Bugüne kadar yüzlerce insanla TV programı yaptım. Bunun yarısı soldan ve CHPden, ama Necla Aratı hiç tanımam. Adını ilk kez malum Cumhuriyet mitinglerinde duydum. Arat hanım benim gibi o mitinge giden kalabalıkların hatırına gerçekten de tombalayla mebus oldu. İşte bu hanımefendi önceki akşam Kanal D haberde Deniz Baykalın örtülü hanımlara rozet takmasını eleştirmez mi, tamam dedim bu hanım AKPnin gizli yoldaşı. Olur mu demeyin, organik bağ olmasa da yaptığı ona çıkıyor... Ne demek örtülülerin CHPde ne işi var?

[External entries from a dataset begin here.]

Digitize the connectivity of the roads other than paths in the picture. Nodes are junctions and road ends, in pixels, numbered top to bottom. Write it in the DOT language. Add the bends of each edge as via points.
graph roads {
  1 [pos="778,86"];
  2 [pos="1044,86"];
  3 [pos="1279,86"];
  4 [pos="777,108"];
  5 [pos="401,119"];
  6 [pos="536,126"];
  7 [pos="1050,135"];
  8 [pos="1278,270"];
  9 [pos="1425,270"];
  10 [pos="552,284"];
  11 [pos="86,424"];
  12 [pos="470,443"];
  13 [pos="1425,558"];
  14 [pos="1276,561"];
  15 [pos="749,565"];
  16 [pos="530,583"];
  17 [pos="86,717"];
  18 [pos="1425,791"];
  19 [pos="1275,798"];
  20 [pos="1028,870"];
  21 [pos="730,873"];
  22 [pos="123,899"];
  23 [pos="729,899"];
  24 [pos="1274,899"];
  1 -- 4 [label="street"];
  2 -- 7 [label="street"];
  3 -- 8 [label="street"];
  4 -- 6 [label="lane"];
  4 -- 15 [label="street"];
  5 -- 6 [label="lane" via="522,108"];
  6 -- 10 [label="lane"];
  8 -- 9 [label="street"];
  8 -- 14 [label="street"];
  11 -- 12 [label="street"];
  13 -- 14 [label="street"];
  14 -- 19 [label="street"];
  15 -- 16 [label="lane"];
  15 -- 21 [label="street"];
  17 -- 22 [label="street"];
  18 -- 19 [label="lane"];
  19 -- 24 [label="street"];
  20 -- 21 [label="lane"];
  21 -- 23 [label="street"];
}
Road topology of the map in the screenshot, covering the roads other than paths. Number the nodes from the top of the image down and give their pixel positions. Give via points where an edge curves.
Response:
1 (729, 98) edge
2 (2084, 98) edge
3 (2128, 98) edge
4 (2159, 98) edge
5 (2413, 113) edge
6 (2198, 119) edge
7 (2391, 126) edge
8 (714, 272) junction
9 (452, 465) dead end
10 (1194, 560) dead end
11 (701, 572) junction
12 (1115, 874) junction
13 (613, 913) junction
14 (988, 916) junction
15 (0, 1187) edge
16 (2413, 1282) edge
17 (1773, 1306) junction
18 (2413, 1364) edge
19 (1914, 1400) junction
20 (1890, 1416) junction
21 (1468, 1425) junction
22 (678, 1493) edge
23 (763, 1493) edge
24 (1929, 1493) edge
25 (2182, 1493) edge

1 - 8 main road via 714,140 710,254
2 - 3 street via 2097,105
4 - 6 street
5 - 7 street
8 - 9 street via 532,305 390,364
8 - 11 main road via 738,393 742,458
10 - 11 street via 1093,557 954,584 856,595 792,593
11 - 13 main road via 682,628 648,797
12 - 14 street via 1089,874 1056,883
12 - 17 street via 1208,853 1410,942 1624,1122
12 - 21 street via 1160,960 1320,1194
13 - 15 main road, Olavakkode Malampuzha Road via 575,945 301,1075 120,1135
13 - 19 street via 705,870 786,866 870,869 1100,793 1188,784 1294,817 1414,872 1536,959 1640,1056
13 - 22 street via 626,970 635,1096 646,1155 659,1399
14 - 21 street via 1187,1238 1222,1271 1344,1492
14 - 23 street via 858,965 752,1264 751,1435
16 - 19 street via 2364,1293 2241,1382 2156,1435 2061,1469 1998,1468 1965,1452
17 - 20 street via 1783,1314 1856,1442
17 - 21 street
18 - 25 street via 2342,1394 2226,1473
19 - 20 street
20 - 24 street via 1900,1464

Bu ülke kadınlarının üçte ikisi örtülü, ne yani senin hoşuna gitmiyor diye onları AKPnin kucağına mı atacağız? Bak senin zihniyetinin egemen olduğu 22 Temmuz 2007 seçimlerini gördük ve AKP yüzde 47 oy alırken CHP yüzde 20de kaldı... CHP yönetimine çağrımdır; demokrat olmayan ve halkını tanımayan ve de laikliği statü kazanmaya sermaye yapan Necla Arat gibilerini kapıya koymalıdır. Ülke için olmazsa olmaz olan laikliği hedef yapıp öcü gösteren zaten bu kafalar değil midir?
AÇMAZI GÖRDÜ...
Gürsel Tekini alkışlıyorum!
Gürsel Tekinin söylediklerini dünkü Akşamda okudum ve bravo dedim. Evet Gürsel bey lümpen bir solcu ya da laikçi değil, gerçek bir demokrat ve Atatürkçü. Halkçılığı da Necla Arat benzeri soyut değil somut. Ahaliyi gerçekten tanıyor ve ona göre politika üretiyor. Hikâyeyi bırakın, CHP bugün 80 öncesinin aksine İstanbulun kenar semtleri, yani varoşlarında değil de Bağdat Caddesi benzeri zengin muhitlerde birinci parti oluyorsa bu seçkinciliğe delalettir ve halktan kopulduğunu göstermektedir. İşte Gürsel Tekin bu açmazı görmüş ve CHPyi avamla barıştırma işine soyunmuştur. Tekinin halkla kucaklaşma projesinde elbette halkın değerlerine, mesela örtünmek isteyene saygı da olacaktır. Ben bu teşebbüsü bağlamında Gürsel beyi biraz Eceviti çağrıştırdığı kanaatindeyim ki o Ecevit Türk merkez soluna 1946dan bugüne en yüksek oyu getiren adamdır. Durmak, küsmek, kızmak ve tepeden inmeci seçkincilere alınmak yok, Gürsel bey yola devam... CHP tabana doğru açılımlarını sürdürmezse alternatif yok, AKP yine gelecek. Bu vesileyle Türkiye sathındaki bütün CHPli il başkanlarına çağrı yapıyor ve onlardan bu tür teşebbüsler bekliyorum.